- [Saved data entries]
========================================================================

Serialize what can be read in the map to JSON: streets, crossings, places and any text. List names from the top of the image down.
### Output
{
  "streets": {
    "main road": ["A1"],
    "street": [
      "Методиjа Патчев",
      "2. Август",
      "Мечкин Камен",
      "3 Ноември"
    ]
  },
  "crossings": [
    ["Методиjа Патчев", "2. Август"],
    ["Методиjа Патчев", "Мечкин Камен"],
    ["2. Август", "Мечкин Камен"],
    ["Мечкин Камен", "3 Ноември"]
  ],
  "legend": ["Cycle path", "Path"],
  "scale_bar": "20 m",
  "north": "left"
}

========================================================================

- [Exercise details]
All of the entries above must be quoted exactly.

- [Your solution]
Serialize what can be read in the map to JSON: streets, crossings, places and any text. List names from the top of the image down.
### Output
{
  "streets": {
    "main road": ["A1"],
    "street": [
      "Методиjа Патчев",
      "2. Август",
      "Мечкин Камен",
      "3 Ноември"
    ]
  },
  "crossings": [
    ["Методиjа Патчев", "2. Август"],
    ["Методиjа Патчев", "Мечкин Камен"],
    ["2. Август", "Мечкин Камен"],
    ["Мечкин Камен", "3 Ноември"]
  ],
  "legend": ["Cycle path", "Path"],
  "scale_bar": "20 m",
  "north": "left"
}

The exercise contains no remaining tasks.